WORK INSTRUCTION
Please copy out every line of the listing below in which the word "Digitize" appears.

DATA TO USE
"""

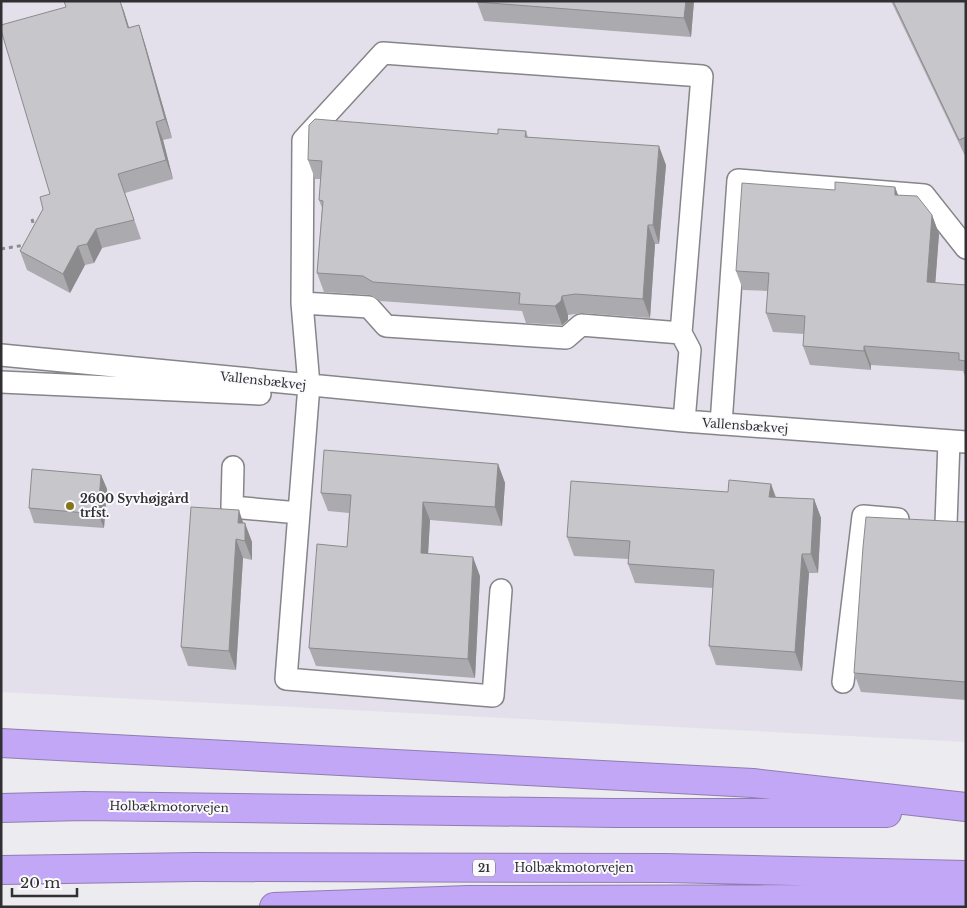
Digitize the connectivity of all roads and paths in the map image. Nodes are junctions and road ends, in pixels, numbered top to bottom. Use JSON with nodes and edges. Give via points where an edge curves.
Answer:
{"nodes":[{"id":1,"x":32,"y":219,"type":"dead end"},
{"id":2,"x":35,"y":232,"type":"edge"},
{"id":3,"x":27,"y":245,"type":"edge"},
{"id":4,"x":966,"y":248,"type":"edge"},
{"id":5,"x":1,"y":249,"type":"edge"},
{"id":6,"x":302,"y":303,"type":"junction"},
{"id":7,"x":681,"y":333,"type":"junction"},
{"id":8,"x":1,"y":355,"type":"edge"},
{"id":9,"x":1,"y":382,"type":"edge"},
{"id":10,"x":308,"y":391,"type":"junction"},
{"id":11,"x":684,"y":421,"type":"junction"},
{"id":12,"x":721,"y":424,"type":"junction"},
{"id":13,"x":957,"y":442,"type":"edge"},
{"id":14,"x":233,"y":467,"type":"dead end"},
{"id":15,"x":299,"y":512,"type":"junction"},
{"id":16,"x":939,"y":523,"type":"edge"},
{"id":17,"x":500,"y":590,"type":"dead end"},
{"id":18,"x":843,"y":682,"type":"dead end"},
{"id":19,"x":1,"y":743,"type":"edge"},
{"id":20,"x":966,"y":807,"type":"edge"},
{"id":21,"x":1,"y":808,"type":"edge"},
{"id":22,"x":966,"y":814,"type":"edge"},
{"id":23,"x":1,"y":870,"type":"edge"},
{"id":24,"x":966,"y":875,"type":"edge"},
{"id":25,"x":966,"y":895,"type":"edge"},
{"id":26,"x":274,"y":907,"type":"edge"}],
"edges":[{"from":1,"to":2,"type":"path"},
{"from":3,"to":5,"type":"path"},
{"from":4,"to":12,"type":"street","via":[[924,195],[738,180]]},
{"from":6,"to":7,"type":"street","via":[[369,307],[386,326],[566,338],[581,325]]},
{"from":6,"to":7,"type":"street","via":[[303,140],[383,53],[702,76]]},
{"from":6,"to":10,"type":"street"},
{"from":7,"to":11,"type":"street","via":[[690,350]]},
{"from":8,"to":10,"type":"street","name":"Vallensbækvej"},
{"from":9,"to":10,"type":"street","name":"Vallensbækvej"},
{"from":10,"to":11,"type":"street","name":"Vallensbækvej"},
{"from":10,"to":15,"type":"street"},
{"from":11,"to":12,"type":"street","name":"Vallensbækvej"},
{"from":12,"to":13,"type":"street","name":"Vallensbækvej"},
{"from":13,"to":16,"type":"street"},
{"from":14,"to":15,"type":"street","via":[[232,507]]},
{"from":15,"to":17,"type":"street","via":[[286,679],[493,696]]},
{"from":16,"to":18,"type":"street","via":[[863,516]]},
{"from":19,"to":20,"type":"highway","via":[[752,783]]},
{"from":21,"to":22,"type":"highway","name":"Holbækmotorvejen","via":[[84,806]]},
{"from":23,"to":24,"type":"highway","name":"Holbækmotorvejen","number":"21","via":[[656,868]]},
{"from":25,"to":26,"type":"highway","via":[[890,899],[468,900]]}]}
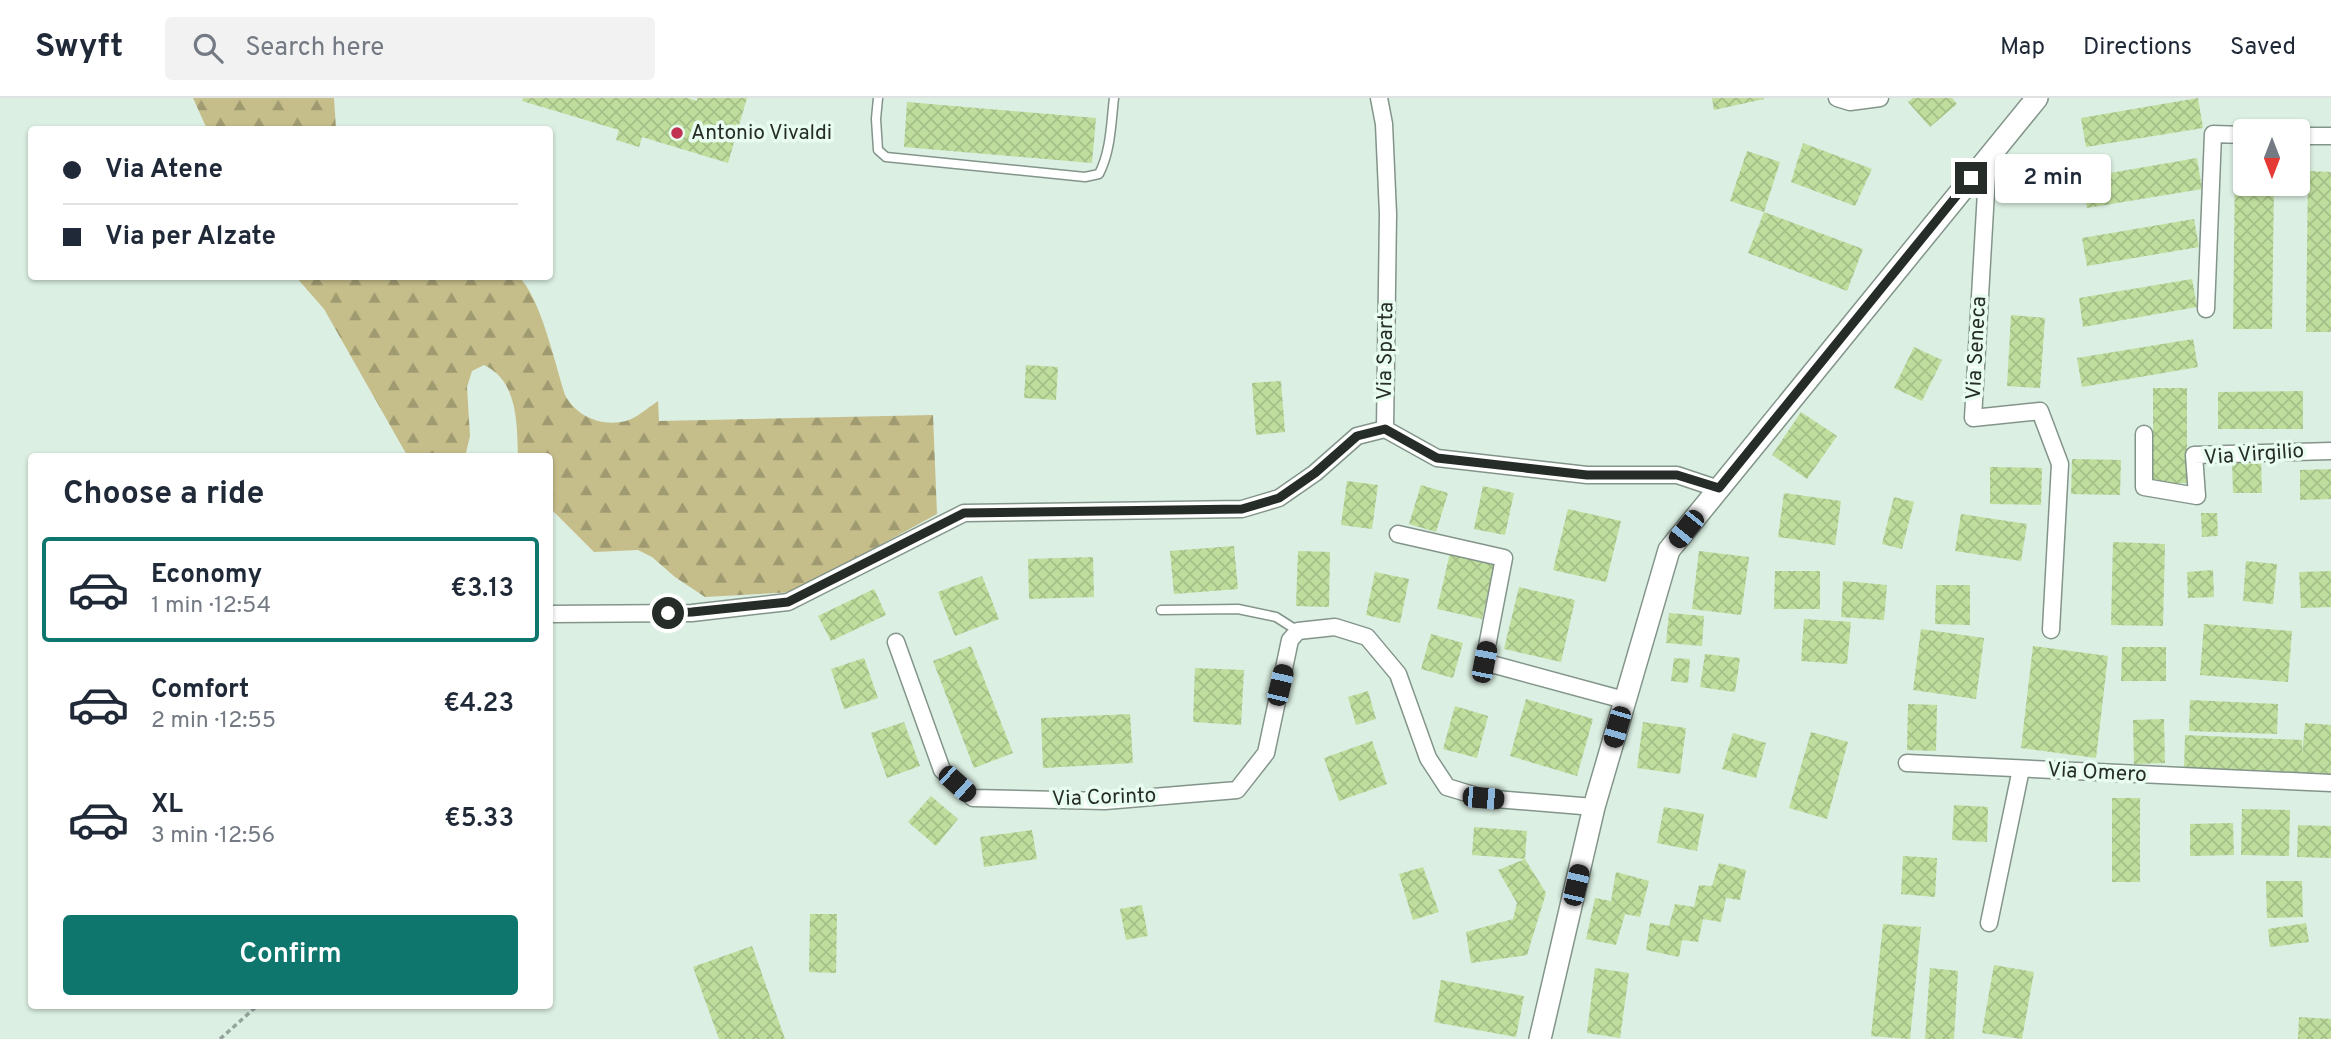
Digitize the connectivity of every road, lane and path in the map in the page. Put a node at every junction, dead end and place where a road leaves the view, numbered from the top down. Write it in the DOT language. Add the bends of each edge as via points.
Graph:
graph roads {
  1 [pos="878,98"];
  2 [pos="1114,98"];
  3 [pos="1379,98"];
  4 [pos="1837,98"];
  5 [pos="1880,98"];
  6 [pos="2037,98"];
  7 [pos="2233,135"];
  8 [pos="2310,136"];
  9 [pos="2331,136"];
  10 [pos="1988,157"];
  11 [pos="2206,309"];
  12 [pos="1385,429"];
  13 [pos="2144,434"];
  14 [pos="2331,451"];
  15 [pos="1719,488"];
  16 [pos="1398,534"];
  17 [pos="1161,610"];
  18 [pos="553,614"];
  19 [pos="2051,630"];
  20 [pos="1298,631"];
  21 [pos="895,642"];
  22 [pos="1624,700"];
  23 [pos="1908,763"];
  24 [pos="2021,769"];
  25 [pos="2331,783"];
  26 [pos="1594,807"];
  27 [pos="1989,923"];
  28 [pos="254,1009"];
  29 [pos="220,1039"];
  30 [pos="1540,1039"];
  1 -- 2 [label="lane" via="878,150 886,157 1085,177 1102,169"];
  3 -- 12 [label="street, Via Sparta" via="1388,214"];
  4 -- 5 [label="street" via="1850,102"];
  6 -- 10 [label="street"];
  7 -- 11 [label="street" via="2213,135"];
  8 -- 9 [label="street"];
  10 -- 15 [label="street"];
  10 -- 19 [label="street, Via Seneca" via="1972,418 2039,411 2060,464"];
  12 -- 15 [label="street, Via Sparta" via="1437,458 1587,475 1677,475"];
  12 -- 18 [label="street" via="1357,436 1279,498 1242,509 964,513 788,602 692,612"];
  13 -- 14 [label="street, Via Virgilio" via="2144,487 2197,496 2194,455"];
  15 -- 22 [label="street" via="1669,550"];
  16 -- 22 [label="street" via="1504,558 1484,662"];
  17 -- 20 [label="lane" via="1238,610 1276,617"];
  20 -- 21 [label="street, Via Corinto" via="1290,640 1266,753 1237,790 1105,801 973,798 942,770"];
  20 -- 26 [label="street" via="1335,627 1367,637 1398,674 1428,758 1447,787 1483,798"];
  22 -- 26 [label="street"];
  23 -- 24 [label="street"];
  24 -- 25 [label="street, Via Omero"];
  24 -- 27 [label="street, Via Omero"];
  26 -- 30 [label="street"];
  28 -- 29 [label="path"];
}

"""

YOUR SOLUTION
Digitize the connectivity of all roads and paths in the map image. Nodes are junctions and road ends, in pixels, numbered top to bottom. Use JSON with nodes and edges. Give via points where an edge curves.
Digitize the connectivity of every road, lane and path in the map in the page. Put a node at every junction, dead end and place where a road leaves the view, numbered from the top down. Write it in the DOT language. Add the bends of each edge as via points.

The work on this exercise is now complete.